Eventually the family found her a group home nearby with Spanish-speaking staff. The food isn’t Cuban, but it is Hispanic, and the atmosphere is homier.
“The longer you can keep older adults in a homelike, natural environment, the better it is for them,” Jimenez says. “It doesn’t matter how you sugarcoat it, these are institutions, and there’s a lot that you lose.”
That’s why Jimenez packed up her husband and two children and moved in with her mother after her father died suddenly in 2005. At the time, her mother was healthy, but “the idea of being alone horrified her. … My mother was someone who had grown up in a big family, the more the merrier.”
Her mother’s house was formal and filled with porcelain—not exactly kid friendly.
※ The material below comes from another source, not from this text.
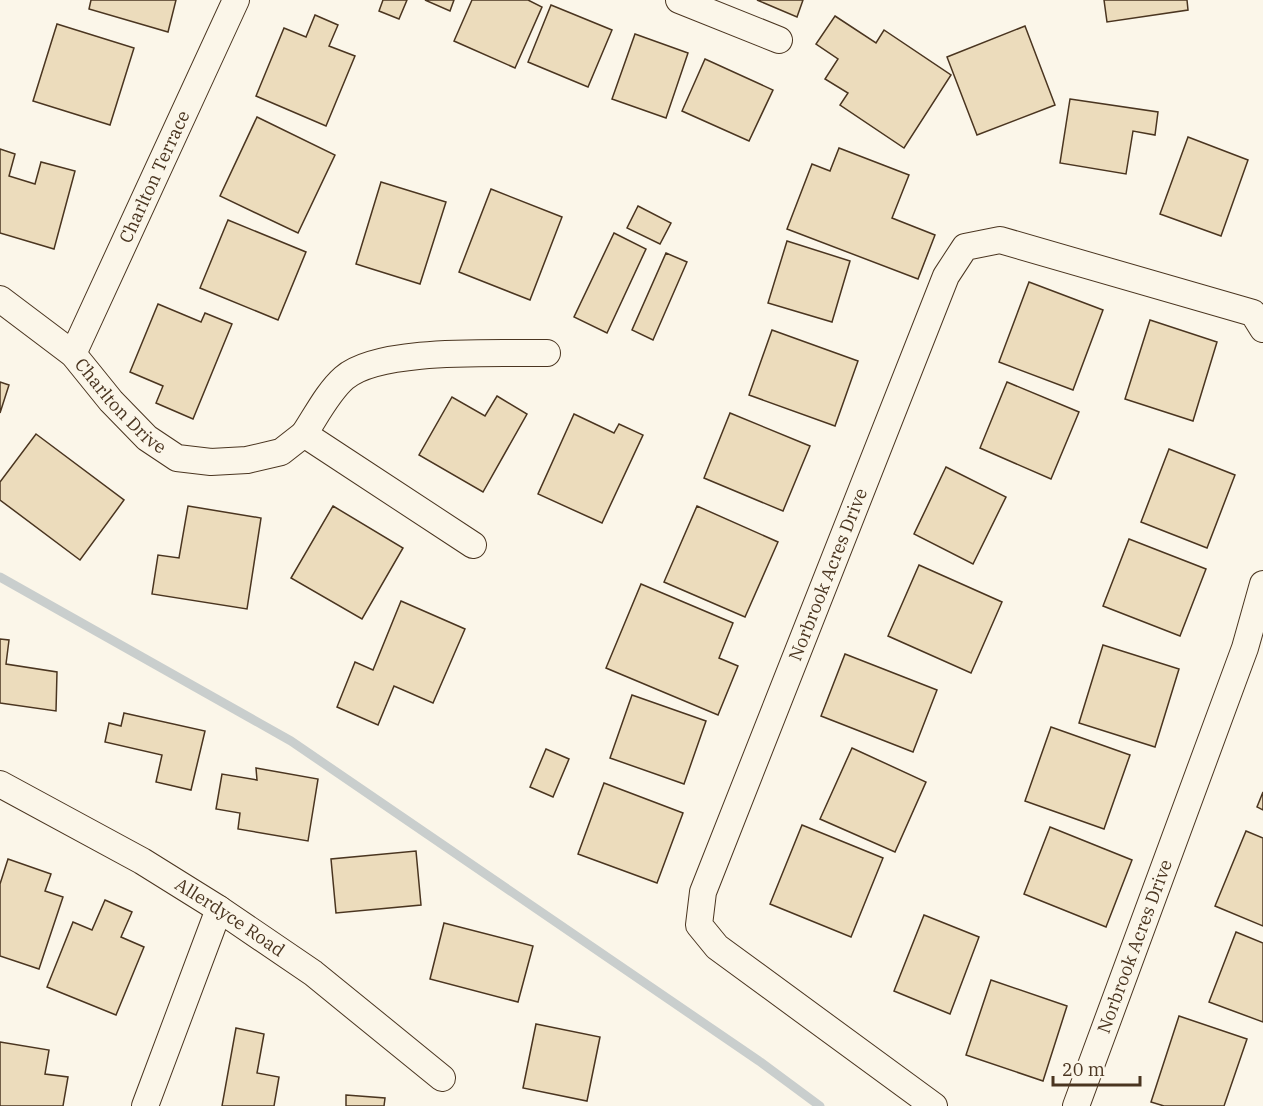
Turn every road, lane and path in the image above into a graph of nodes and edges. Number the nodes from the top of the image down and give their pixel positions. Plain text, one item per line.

Moreover, the flooring was slippery, which was unsafe for Jimenez’s son, who has cerebral palsy. Her mother agreed to install hardwood floors and switch out some furniture. “Everybody had to give up something. We were giving up our neighborhood,” Jimenez says.
But they’ve gained something, as well. “It’s definitely a different childhood when you have a grandparent involved,” Jimenez says. Since her mother is active, “the kids have positive views on aging. It’s not always about someone who’s completely dependent. I love the idea of my kids growing up seeing a smart, vibrant, sassy grandmother.”
For St. Clair, life is easier since her mother moved to Maryland. Her hope was to keep her job, maintain her family life and still help her mom. She believes she has accomplished that.
Instead of spending time making quick trips and arrangements for her mother’s care, St. Clair can enjoy quality mother-daughter time now. She sees her several times a week, and her mother particularly looks forward to their trips to CVS. “She likes the fact that someone is checking on her,” St. Clair says.
Jessica Marcy contributed to this story.
This article was produced by Kaiser Health News with support from The SCAN Foundation.